I’m not kidding. MacGyver is extremely agile on big scary rocks like this. Me, on the other hand, I am the very definition of the opposite of COORDINATION (see above reference). I have never been able to able to use more than one set of muscle movements to a single end. Ask anyone who has seen me play softball. It’s embarrassing. And dangerous! I trip over air molecules. And I have never met a set of stairs that I have not either fallen down, or up. Oh yes, I am the master at falling up stairs. It’s a gift.
So we go picking our way across these huge boulders that were perched over the ocean and covered with some sort of sea slime – actually, no, MacGyver went prancing over them like the Sugarplum Fairy, and I went sprawling much like Bambi on a frozen lake. Only less graceful. Two weeks later when I finally caught up to him, I was an anxiety ridden, sobbing mess, absolutely convinced I was going to die, we were going to be stranded, the Coast Guard would have to be called to pluck us off of these ridiculous rocks, only to find out that it would be too dangerous to save us and we’d be left for dead and eaten by seagulls and tiny crab creatures I was certain were going to reach up from those dark crevasses in between the rocks and tear my feet off.
DEATH MARCH. See, the longer this goes on the more you understand! I told you I was going to die out there.

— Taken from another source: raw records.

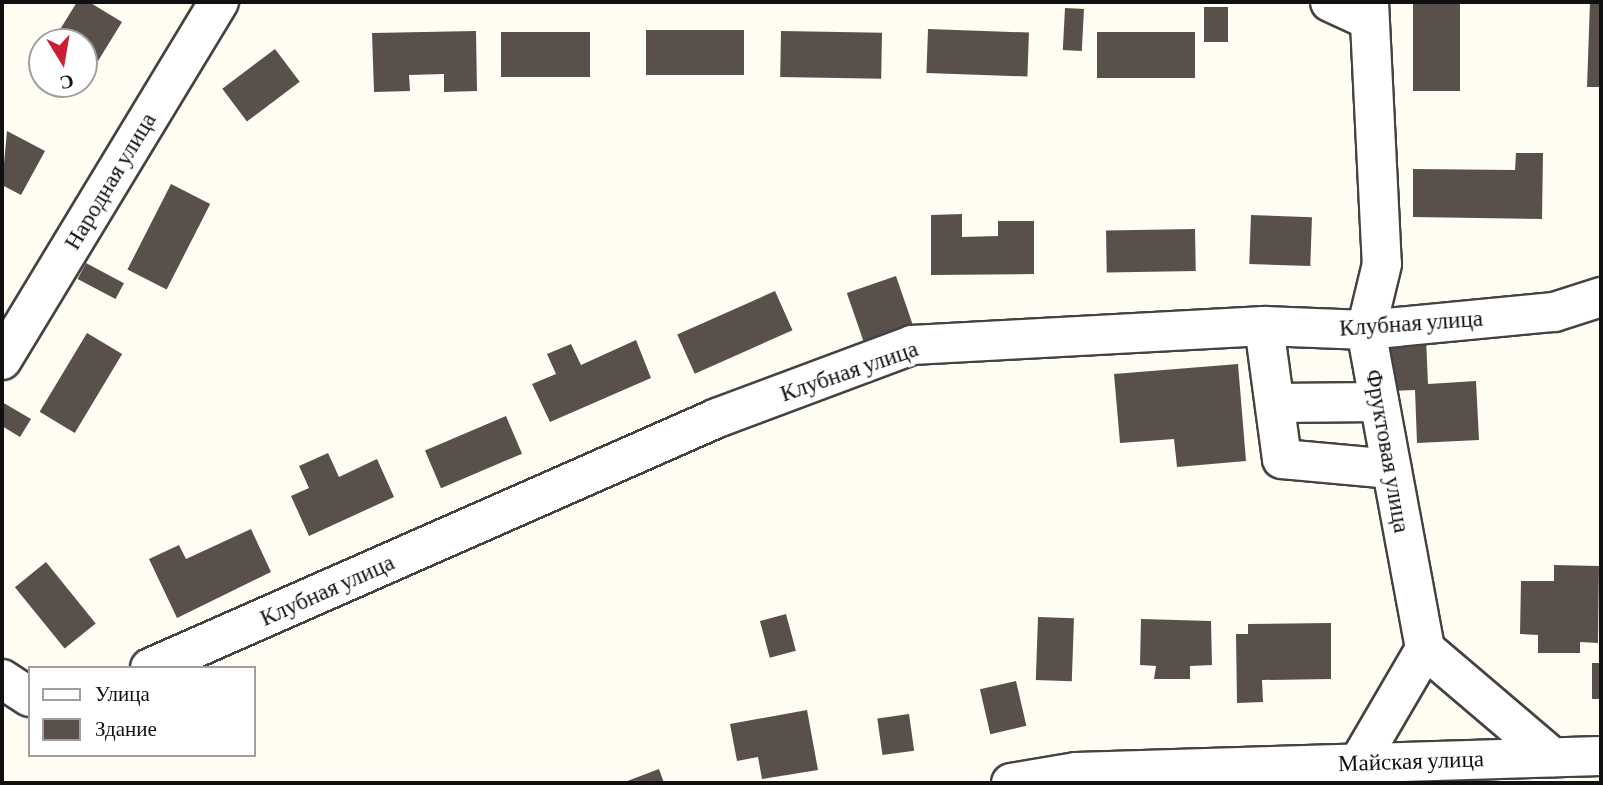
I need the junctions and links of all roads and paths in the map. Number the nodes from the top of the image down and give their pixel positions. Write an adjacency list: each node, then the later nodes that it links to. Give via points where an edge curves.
1 (219, 2): 7 (street, Народная улица)
2 (1330, 2): 3 (street)
3 (1369, 11): 6 (street, Фруктовая улица, via 1382,264)
4 (1601, 297): 6 (street, Клубная улица, via 1554,312)
5 (1264, 326): 6 (street, Клубная улица); 9 (street); 12 (street, Клубная улица, via 912,345 717,418)
6 (1366, 330): 8 (street, Фруктовая улица)
7 (2, 360)
8 (1379, 402): 9 (street); 10 (street, Фруктовая улица)
9 (1275, 403): 10 (street, via 1282,459)
10 (1392, 469): 11 (street, Фруктовая улица)
11 (1425, 649): 16 (street); 17 (street)
12 (155, 666)
13 (2, 679): 14 (street)
14 (28, 696)
15 (1601, 756): 16 (street, Майская улица)
16 (1552, 757): 17 (street, Майская улица)
17 (1359, 762): 18 (street, Майская улица, via 1076,772)
18 (1011, 783)

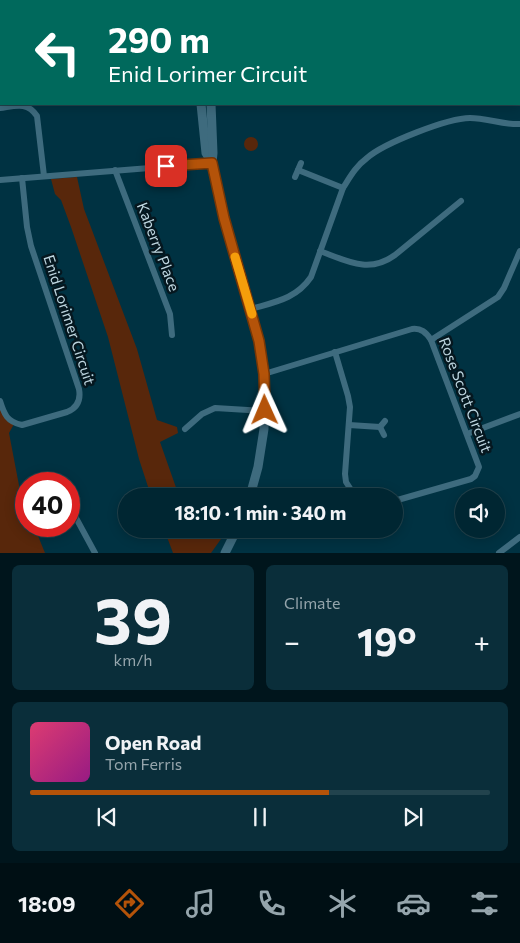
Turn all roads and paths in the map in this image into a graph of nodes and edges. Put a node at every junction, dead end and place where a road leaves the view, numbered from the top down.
1 (201, 105) edge
2 (211, 105) edge
3 (0, 108) edge
4 (520, 124) edge
5 (212, 163) junction
6 (301, 163) dead end
7 (115, 170) junction
8 (298, 170) junction
9 (44, 176) junction
10 (295, 177) dead end
11 (22, 178) junction
12 (0, 180) edge
13 (344, 188) junction
14 (461, 201) dead end
15 (520, 250) edge
16 (320, 251) junction
17 (251, 309) junction
18 (172, 335) dead end
19 (431, 340) junction
20 (335, 352) junction
21 (264, 374) junction
22 (0, 401) edge
23 (265, 410) junction
24 (520, 414) edge
25 (385, 421) dead end
26 (349, 425) junction
27 (380, 427) junction
28 (185, 428) dead end
29 (467, 434) junction
30 (384, 435) dead end
31 (252, 488) edge
32 (350, 488) edge
33 (403, 498) edge
34 (80, 525) edge
35 (520, 537) edge
36 (233, 538) edge
37 (96, 553) edge
38 (225, 553) edge
39 (499, 553) edge

1 - 5 street
2 - 5 street
3 - 9 street
4 - 13 street
5 - 7 street
5 - 17 street
6 - 8 street
7 - 9 street
7 - 18 street, Kaberry Place
8 - 10 street
8 - 13 street
9 - 11 street
11 - 12 street
11 - 22 street, Enid Lorimer Circuit
13 - 16 street
14 - 16 street
15 - 19 street
16 - 17 street
17 - 21 street
19 - 20 street, Rose Scott Circuit
19 - 29 street, Rose Scott Circuit
20 - 21 street, Rose Scott Circuit
20 - 26 street
21 - 23 street
23 - 28 street
23 - 31 street
24 - 29 street
25 - 27 street
26 - 27 street
26 - 32 street
27 - 30 street
29 - 33 street, Rose Scott Circuit
34 - 37 street
35 - 39 street
36 - 38 street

MacGyver, bless his heart, was oblivious to me standing there completely immobilized by my fears of heights, rocks, looming ocean, sea gulls eating my eyeballs, and the crab people that live under the rocks. Oh, and then I look back and see that the stupid tide is coming in and it’s getting dark. BECAUSE OF COURSE IT IS. When I look back, MacGyver has levitated across this huge pool of sea anemones and onto another HUGE rock 20 feet above me. I start yelling at him, but we’re next to the ocean and he’s deaf, so that didn’t work so well. I can’t lift my arms above my waist for fear of losing my already precarious balance, so I start flapping my forearms around me and yelling at him to look at me, BECAUSE I AM NOT GOING TO LET THE DAMN TIDE COME IN AND GET EATEN BY THE CRAB MONSTERS! How about that for a mental image? Next time you’re stuck somewhere and your bored out of your mind, just picture that. See? All better.
He finally sees me flopping around and, thinking something catastrophic has happened, goes leaping across the rocks back toward me. I swear, it’s not human. I point in the direction of the rocks we just came from that are now lapping with water, willing him to understand the direness of our situation. He takes my hand and moves it about 10 feet from where I was pointing, to a path (if you can call it that) that is completely dry. Apparently THAT is where we just came from. I’m guessing he saw one of the crab people at that moment though, because he decided it was time to go. We made it back with relatively little incident.
Will we go back? Totally. But not when the crab people are out.